*Data segment*.
==*==

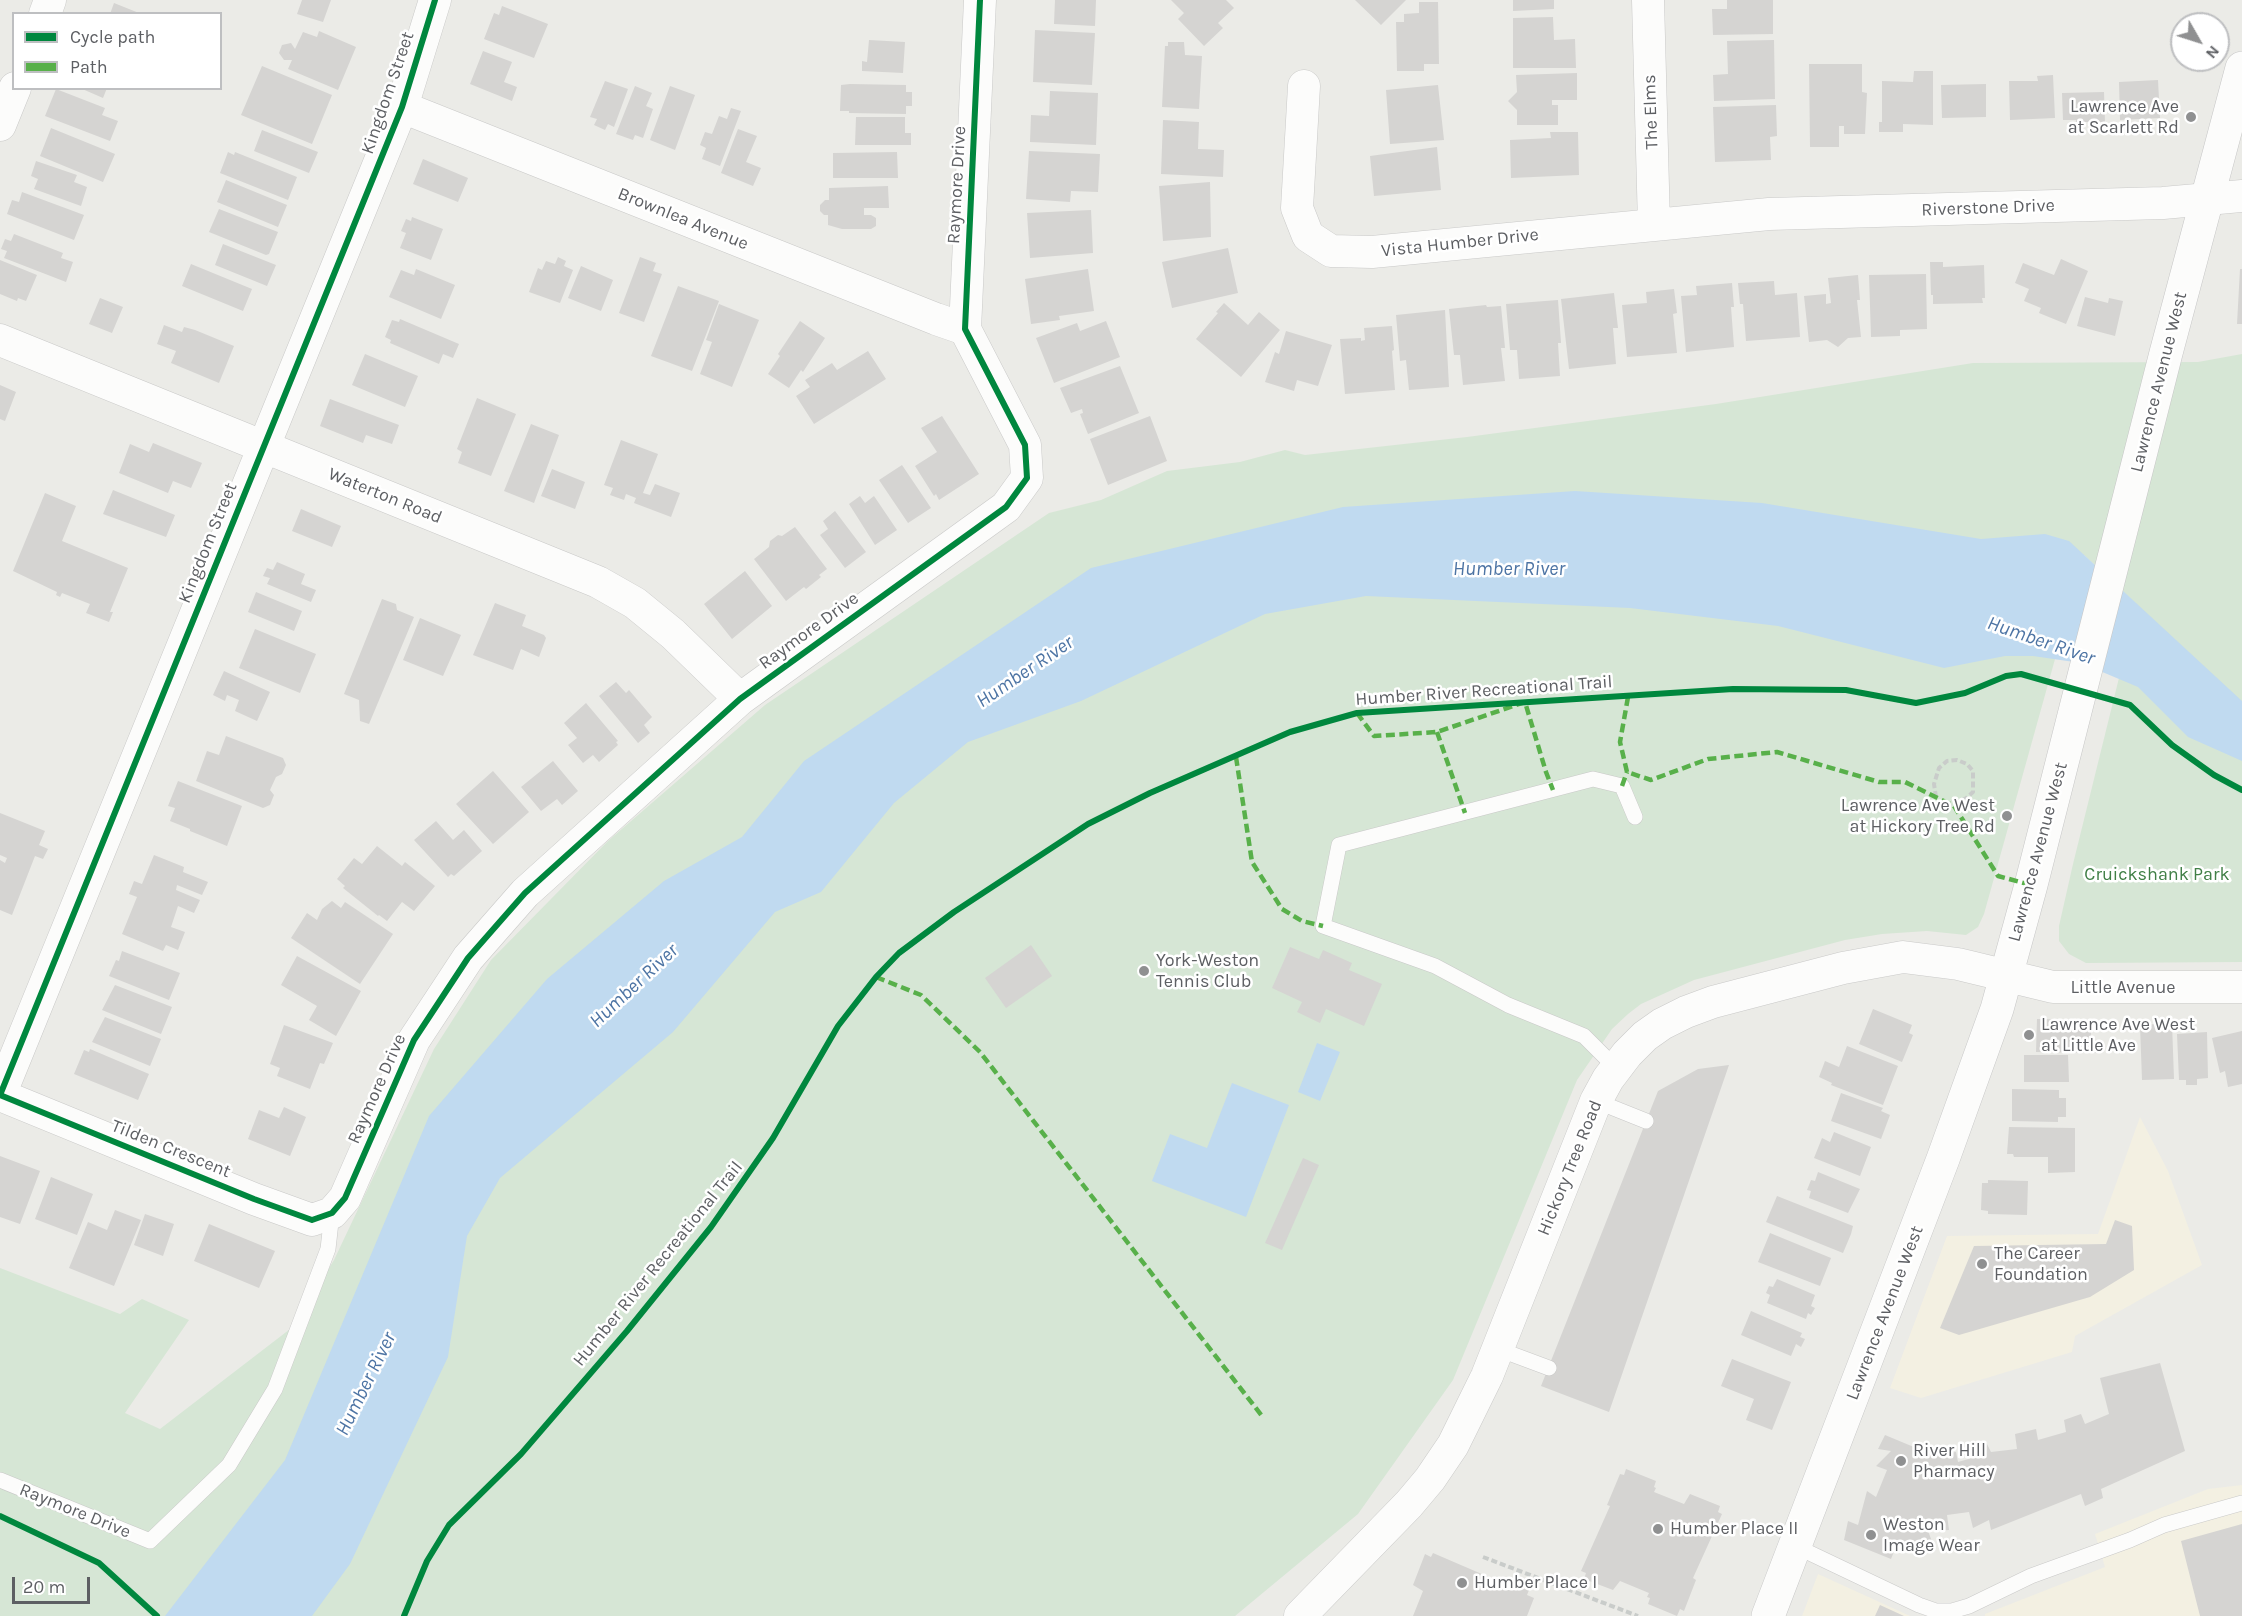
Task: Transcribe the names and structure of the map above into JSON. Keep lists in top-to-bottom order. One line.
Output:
{"streets":{"main road":["Lawrence Avenue West"],"street":["Kingdom Street","The Elms","Raymore Drive","Riverstone Drive","Brownlea Avenue","Vista Humber Drive","Waterton Road","Little Avenue","Tilden Crescent","Hickory Tree Road"],"cycle path":["Humber River Recreational Trail"]},"crossings":[["Kingdom Street","Brownlea Avenue"],["Kingdom Street","Waterton Road"],["Kingdom Street","Tilden Crescent"],["The Elms","Vista Humber Drive"],["Raymore Drive","Brownlea Avenue"],["Raymore Drive","Waterton Road"],["Raymore Drive","Tilden Crescent"],["Riverstone Drive","Vista Humber Drive"],["Riverstone Drive","Lawrence Avenue West"],["Lawrence Avenue West","Little Avenue"],["Lawrence Avenue West","Hickory Tree Road"],["Little Avenue","Hickory Tree Road"]],"water":["Humber River"],"parks":["Cruickshank Park"],"places":["Lawrence Ave at Scarlett Rd","Lawrence Ave West at Hickory Tree Rd","York-Weston Tennis Club","Lawrence Ave West at Little Ave","The Career Foundation","River Hill Pharmacy","Humber Place II","Weston Image Wear","Humber Place I"],"legend":["Cycle path","Path"],"scale_bar":"20 m","north":"bottom right"}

==*==

*Exercise requirements*. Write out the whole listing above exactly; do not include the pictures.

*Written response*.
Task: Transcribe the names and structure of the map above into JSON. Keep lists in top-to-bottom order. One line.
Output:
{"streets":{"main road":["Lawrence Avenue West"],"street":["Kingdom Street","The Elms","Raymore Drive","Riverstone Drive","Brownlea Avenue","Vista Humber Drive","Waterton Road","Little Avenue","Tilden Crescent","Hickory Tree Road"],"cycle path":["Humber River Recreational Trail"]},"crossings":[["Kingdom Street","Brownlea Avenue"],["Kingdom Street","Waterton Road"],["Kingdom Street","Tilden Crescent"],["The Elms","Vista Humber Drive"],["Raymore Drive","Brownlea Avenue"],["Raymore Drive","Waterton Road"],["Raymore Drive","Tilden Crescent"],["Riverstone Drive","Vista Humber Drive"],["Riverstone Drive","Lawrence Avenue West"],["Lawrence Avenue West","Little Avenue"],["Lawrence Avenue West","Hickory Tree Road"],["Little Avenue","Hickory Tree Road"]],"water":["Humber River"],"parks":["Cruickshank Park"],"places":["Lawrence Ave at Scarlett Rd","Lawrence Ave West at Hickory Tree Rd","York-Weston Tennis Club","Lawrence Ave West at Little Ave","The Career Foundation","River Hill Pharmacy","Humber Place II","Weston Image Wear","Humber Place I"],"legend":["Cycle path","Path"],"scale_bar":"20 m","north":"bottom right"}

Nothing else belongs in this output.